## What to produce
Those lines of the records that contain "joint" are to be located and copied.

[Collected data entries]
+===+
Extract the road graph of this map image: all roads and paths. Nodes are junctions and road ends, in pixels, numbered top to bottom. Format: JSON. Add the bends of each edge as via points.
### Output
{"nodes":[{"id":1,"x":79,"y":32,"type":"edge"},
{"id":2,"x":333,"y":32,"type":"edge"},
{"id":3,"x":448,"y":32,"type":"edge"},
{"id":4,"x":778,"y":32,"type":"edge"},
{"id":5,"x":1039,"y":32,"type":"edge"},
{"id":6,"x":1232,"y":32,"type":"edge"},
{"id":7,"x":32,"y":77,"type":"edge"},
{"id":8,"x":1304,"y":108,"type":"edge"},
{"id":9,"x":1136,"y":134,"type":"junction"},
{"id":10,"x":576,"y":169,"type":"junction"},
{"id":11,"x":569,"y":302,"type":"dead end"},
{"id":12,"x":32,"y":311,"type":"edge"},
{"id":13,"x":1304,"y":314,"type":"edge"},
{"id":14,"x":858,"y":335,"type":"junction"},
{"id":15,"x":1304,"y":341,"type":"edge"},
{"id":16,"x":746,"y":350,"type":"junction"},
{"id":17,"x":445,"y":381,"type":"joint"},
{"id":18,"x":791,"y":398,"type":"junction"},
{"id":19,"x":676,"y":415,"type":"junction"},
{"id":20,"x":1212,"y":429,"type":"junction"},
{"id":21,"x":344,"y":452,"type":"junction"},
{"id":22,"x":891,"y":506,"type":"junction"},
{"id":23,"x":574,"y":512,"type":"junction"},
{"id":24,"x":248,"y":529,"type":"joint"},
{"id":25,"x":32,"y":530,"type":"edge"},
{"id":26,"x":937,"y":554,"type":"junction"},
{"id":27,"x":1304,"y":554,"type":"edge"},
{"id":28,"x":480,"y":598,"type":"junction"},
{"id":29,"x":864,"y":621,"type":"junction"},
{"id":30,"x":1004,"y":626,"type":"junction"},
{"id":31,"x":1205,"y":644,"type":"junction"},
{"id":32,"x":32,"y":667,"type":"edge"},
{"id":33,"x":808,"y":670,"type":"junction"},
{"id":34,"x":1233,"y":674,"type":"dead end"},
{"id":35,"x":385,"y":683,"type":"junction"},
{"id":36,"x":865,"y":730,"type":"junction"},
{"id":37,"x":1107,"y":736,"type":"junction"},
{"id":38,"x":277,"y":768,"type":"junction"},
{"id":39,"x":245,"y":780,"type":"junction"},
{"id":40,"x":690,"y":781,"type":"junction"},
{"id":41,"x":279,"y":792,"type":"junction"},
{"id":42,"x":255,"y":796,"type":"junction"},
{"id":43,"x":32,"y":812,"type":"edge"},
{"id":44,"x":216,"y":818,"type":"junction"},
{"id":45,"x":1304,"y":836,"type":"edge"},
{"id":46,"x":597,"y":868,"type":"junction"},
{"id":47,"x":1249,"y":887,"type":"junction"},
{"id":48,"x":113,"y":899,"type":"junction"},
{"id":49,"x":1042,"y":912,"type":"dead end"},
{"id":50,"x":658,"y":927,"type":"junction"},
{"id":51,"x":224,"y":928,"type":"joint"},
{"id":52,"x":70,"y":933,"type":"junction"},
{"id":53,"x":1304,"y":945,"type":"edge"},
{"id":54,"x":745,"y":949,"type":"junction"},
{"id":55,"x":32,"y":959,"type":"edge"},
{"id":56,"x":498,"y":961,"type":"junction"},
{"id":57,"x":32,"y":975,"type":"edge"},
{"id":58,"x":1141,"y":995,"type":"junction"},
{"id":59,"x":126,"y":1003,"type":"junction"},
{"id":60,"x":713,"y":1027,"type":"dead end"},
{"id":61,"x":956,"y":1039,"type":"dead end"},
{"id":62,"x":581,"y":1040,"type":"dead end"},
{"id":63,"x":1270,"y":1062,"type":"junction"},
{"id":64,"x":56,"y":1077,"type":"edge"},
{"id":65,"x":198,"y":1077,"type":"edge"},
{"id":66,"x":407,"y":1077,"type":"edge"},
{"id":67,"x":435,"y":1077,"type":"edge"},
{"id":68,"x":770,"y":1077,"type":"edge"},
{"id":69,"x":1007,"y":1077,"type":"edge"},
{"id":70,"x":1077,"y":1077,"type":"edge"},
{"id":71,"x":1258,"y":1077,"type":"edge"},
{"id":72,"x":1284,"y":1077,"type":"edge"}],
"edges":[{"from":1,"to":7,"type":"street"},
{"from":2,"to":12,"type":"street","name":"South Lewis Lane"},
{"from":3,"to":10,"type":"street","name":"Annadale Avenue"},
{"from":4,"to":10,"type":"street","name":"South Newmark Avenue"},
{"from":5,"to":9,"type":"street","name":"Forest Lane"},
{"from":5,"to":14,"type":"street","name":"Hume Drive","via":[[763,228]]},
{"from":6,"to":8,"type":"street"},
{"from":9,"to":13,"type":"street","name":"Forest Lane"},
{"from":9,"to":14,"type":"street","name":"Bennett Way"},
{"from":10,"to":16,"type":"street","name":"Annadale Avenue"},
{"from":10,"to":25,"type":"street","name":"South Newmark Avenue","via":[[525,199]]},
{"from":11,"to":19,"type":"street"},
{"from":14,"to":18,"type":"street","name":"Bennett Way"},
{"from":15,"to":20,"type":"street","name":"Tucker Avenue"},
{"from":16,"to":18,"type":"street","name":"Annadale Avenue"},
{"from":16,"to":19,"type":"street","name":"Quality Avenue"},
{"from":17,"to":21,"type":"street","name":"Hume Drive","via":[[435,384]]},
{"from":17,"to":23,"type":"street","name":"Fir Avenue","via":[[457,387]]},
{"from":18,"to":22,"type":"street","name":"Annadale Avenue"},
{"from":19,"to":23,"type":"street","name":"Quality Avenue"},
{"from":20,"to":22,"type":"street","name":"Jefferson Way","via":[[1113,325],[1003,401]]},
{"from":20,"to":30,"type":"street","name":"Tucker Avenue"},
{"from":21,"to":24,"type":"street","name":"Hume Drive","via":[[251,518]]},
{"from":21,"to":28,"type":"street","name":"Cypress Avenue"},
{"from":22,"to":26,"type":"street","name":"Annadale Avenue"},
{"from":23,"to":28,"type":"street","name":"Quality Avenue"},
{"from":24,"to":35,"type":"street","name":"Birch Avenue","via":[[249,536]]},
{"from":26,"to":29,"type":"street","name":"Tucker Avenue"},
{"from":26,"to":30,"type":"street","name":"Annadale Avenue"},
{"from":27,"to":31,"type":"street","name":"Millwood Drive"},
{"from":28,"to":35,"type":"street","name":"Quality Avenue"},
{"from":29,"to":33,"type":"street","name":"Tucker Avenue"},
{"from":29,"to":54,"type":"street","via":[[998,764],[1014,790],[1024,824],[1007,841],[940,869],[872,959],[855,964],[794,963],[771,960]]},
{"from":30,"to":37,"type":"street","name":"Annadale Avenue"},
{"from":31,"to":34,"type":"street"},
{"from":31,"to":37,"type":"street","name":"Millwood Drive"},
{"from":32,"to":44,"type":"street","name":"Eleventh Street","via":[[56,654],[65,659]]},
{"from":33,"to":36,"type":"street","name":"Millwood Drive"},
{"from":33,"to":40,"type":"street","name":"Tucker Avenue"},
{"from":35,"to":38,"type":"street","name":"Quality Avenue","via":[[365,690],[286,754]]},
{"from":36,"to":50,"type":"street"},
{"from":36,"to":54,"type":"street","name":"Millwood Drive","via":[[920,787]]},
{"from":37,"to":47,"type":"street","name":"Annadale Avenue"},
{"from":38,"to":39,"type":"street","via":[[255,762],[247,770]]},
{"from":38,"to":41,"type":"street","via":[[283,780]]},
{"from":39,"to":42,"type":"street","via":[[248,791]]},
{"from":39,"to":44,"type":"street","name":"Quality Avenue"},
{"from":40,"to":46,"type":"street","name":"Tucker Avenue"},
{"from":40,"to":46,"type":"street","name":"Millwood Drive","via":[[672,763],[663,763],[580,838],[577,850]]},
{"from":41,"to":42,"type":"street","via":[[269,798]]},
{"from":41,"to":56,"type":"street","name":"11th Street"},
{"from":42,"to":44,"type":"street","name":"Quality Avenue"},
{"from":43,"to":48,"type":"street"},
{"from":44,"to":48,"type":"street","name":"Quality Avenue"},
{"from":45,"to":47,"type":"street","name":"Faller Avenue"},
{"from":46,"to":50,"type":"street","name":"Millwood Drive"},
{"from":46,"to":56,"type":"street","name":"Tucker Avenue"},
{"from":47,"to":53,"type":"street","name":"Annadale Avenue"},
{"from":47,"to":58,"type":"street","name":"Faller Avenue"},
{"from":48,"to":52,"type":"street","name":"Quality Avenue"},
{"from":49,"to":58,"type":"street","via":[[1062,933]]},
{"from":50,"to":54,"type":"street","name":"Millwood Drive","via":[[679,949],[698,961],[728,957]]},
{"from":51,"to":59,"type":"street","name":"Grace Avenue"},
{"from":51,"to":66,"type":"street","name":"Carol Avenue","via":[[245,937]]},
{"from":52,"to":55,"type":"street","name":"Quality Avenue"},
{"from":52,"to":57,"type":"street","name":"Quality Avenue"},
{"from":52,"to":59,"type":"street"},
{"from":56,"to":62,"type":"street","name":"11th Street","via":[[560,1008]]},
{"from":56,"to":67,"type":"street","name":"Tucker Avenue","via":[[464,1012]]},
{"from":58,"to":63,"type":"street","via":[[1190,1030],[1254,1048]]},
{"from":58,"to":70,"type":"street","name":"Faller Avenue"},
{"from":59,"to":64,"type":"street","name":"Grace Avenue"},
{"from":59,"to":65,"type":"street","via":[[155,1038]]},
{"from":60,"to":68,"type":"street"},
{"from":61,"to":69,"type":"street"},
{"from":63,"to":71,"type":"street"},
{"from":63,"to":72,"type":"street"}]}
+===+
## Solved problem
{"id":17,"x":445,"y":381,"type":"joint"},
{"id":24,"x":248,"y":529,"type":"joint"},
{"id":51,"x":224,"y":928,"type":"joint"},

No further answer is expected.